* [Task to complete]
Go over the data below line by line, and state how many lines contain the string "roads". Give the number only.

== Entries supplied

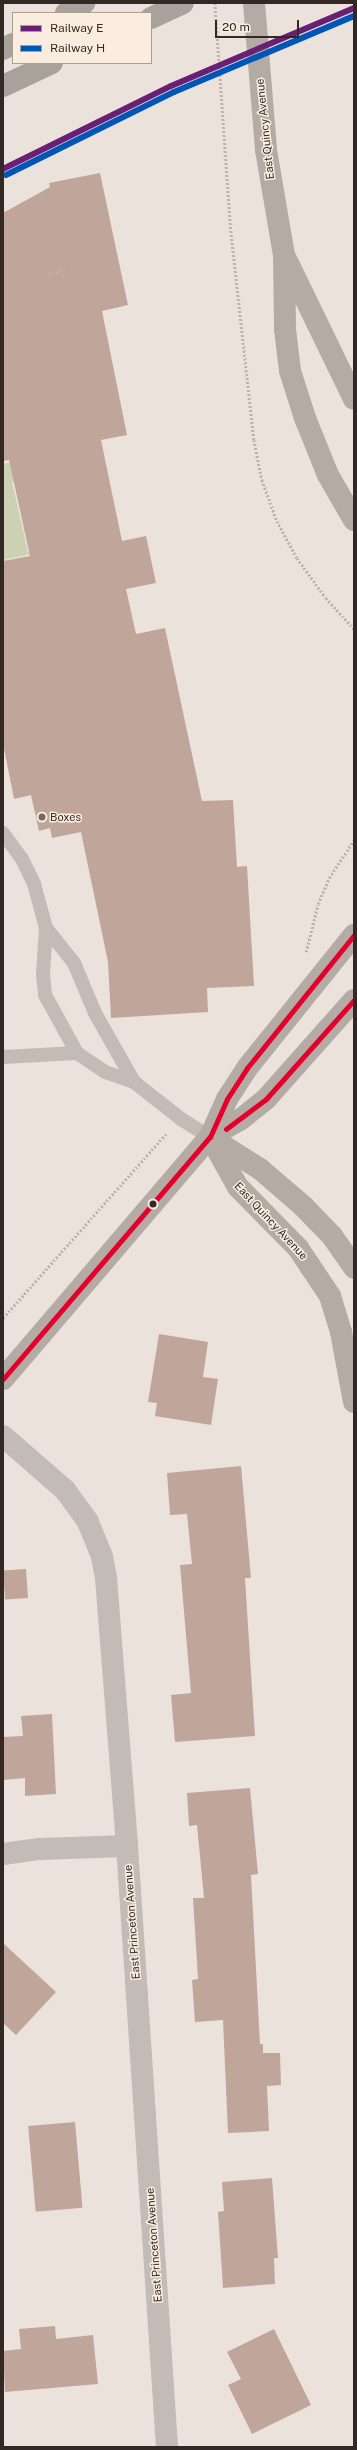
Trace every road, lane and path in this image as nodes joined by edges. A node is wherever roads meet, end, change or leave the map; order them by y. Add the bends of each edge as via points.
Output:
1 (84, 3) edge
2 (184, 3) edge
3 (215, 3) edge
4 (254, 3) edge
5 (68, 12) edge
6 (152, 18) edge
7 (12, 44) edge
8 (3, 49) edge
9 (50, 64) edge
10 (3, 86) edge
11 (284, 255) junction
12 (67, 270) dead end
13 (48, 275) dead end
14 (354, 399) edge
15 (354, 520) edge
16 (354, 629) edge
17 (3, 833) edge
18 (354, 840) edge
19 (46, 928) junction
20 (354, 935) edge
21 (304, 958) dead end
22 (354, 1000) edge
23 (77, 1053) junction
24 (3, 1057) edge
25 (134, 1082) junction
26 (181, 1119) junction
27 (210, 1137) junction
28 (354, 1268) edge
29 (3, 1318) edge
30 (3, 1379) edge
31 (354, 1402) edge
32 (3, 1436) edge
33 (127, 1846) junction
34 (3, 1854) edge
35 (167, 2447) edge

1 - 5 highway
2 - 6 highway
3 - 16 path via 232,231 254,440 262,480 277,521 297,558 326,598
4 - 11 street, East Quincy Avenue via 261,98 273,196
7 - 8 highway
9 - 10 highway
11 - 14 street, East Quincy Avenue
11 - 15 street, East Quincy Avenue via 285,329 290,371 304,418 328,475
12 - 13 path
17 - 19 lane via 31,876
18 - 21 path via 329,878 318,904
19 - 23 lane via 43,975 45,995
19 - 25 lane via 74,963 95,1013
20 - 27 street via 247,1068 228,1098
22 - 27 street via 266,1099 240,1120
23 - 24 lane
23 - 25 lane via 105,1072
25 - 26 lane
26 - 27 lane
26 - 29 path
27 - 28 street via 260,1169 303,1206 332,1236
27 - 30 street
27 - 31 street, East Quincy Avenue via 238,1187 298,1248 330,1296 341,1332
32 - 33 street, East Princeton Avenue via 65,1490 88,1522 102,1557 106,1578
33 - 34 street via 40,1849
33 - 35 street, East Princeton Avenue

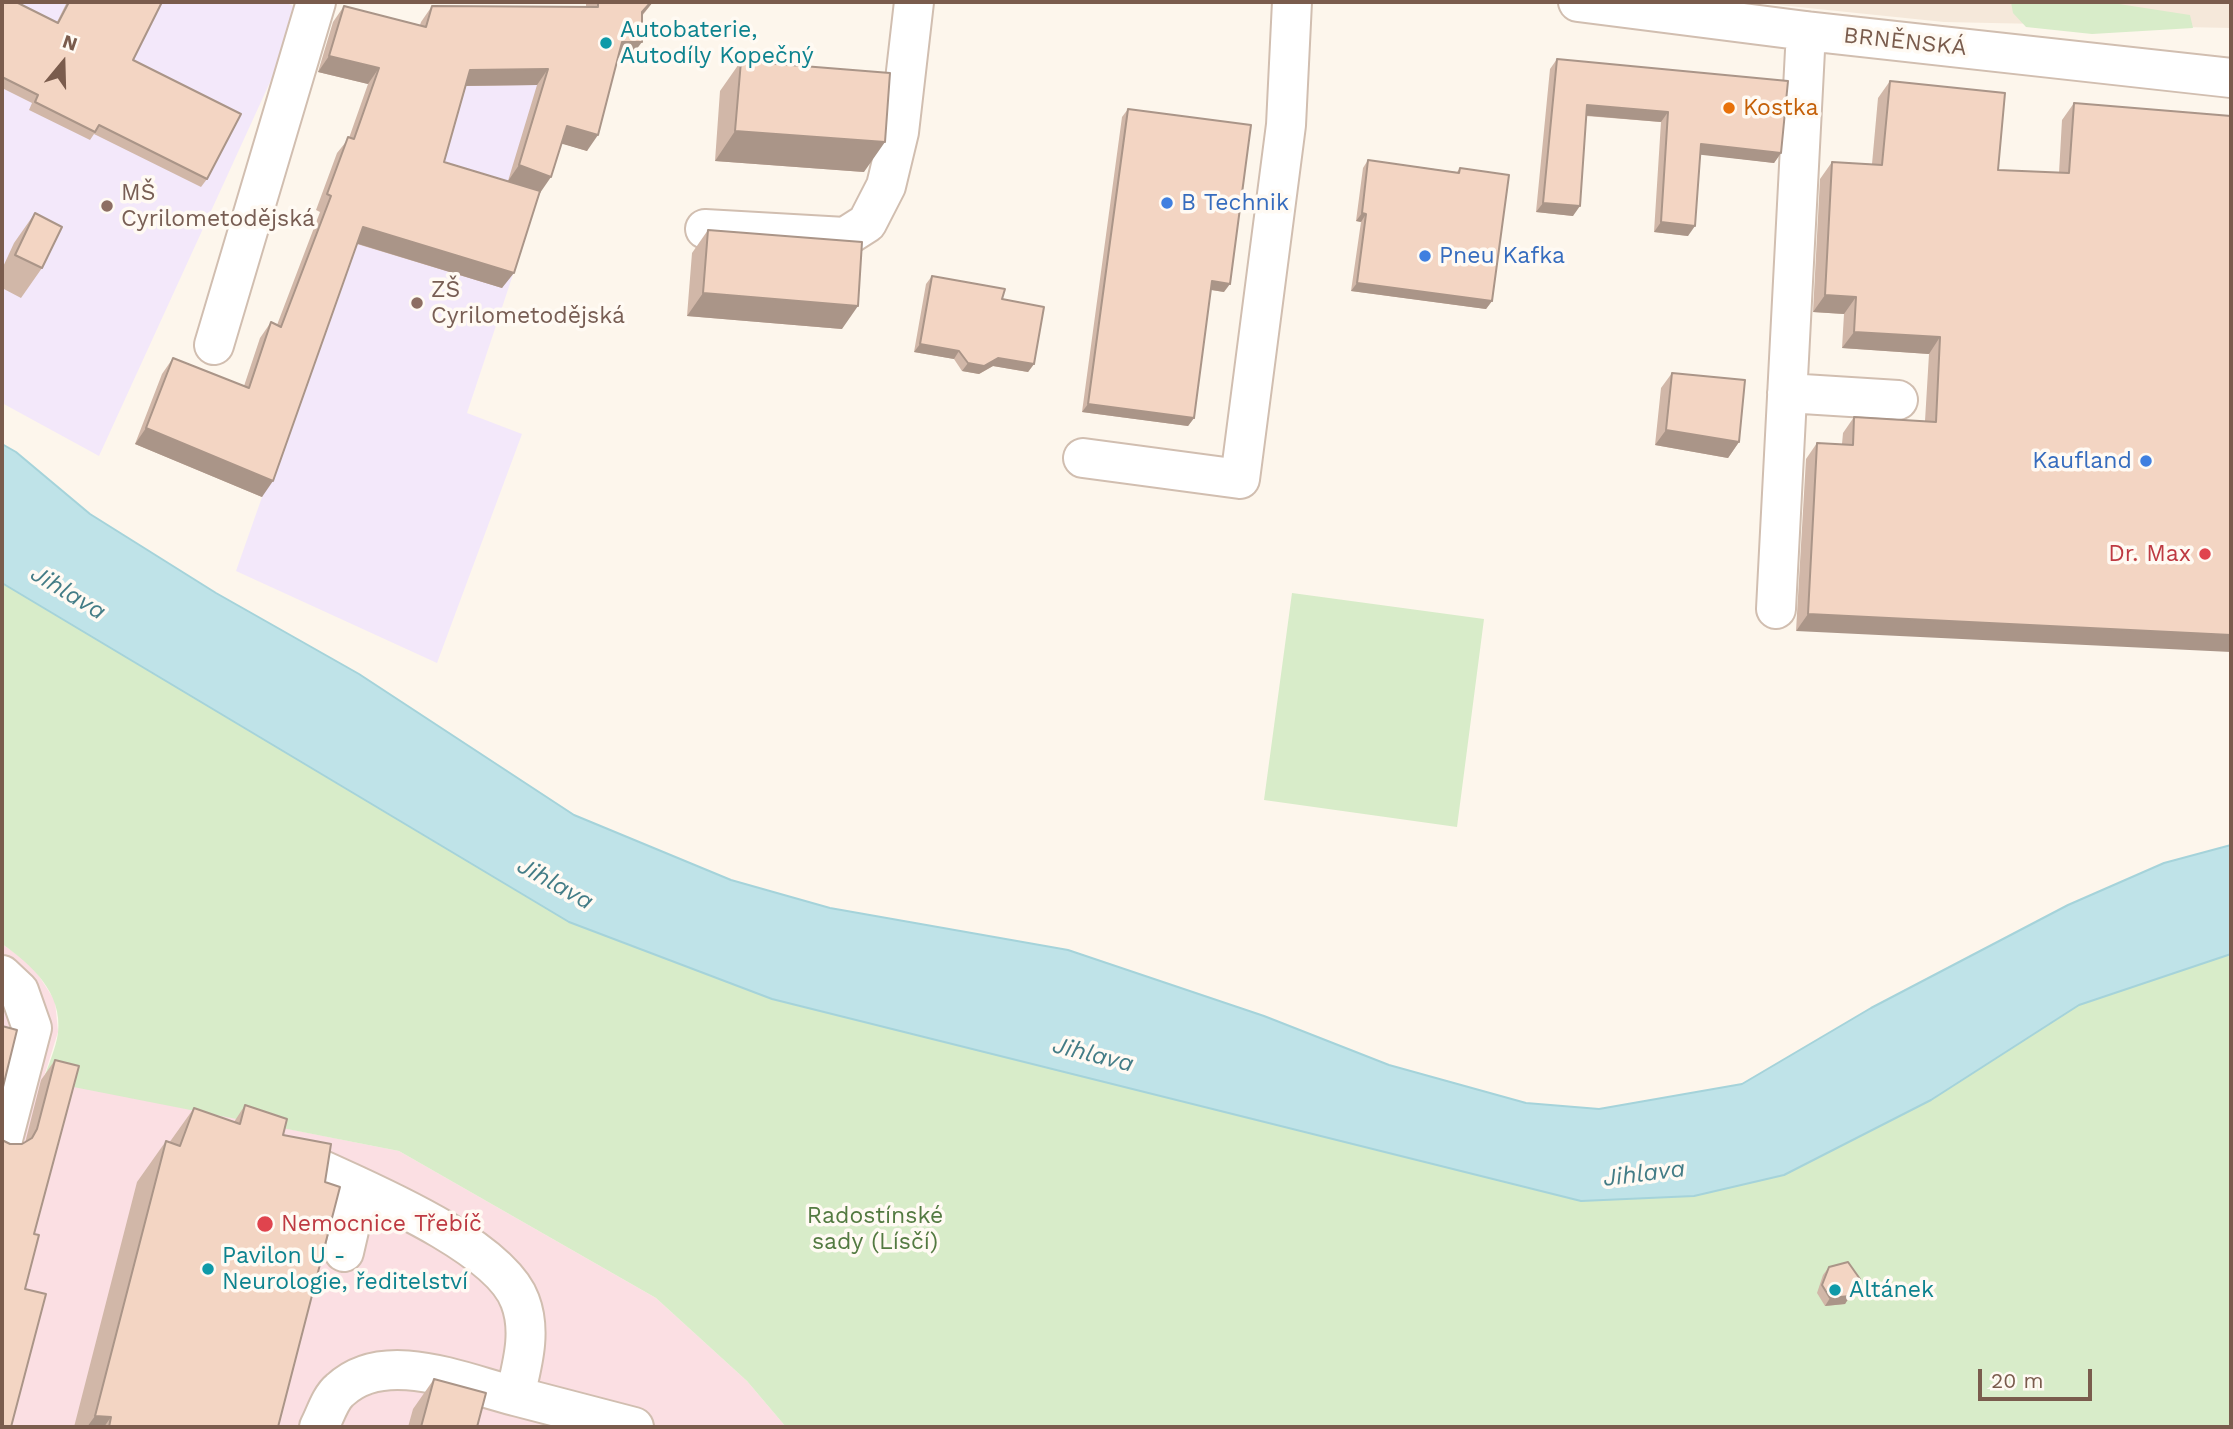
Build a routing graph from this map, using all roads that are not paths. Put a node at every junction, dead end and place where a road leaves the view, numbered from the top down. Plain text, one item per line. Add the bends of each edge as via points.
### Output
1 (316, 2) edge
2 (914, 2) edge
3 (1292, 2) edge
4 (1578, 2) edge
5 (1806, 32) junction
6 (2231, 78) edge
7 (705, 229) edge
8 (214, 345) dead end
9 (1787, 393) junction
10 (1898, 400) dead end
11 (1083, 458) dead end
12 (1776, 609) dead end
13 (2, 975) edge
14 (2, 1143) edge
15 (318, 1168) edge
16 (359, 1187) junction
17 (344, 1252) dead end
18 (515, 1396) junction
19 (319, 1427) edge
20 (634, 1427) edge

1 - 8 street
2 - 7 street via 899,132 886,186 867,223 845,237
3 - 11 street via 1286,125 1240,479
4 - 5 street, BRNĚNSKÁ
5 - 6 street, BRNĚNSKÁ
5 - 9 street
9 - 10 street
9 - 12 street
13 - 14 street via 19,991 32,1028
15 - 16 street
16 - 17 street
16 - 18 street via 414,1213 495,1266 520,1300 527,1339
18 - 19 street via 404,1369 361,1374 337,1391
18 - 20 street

====

* [Exercise output]
2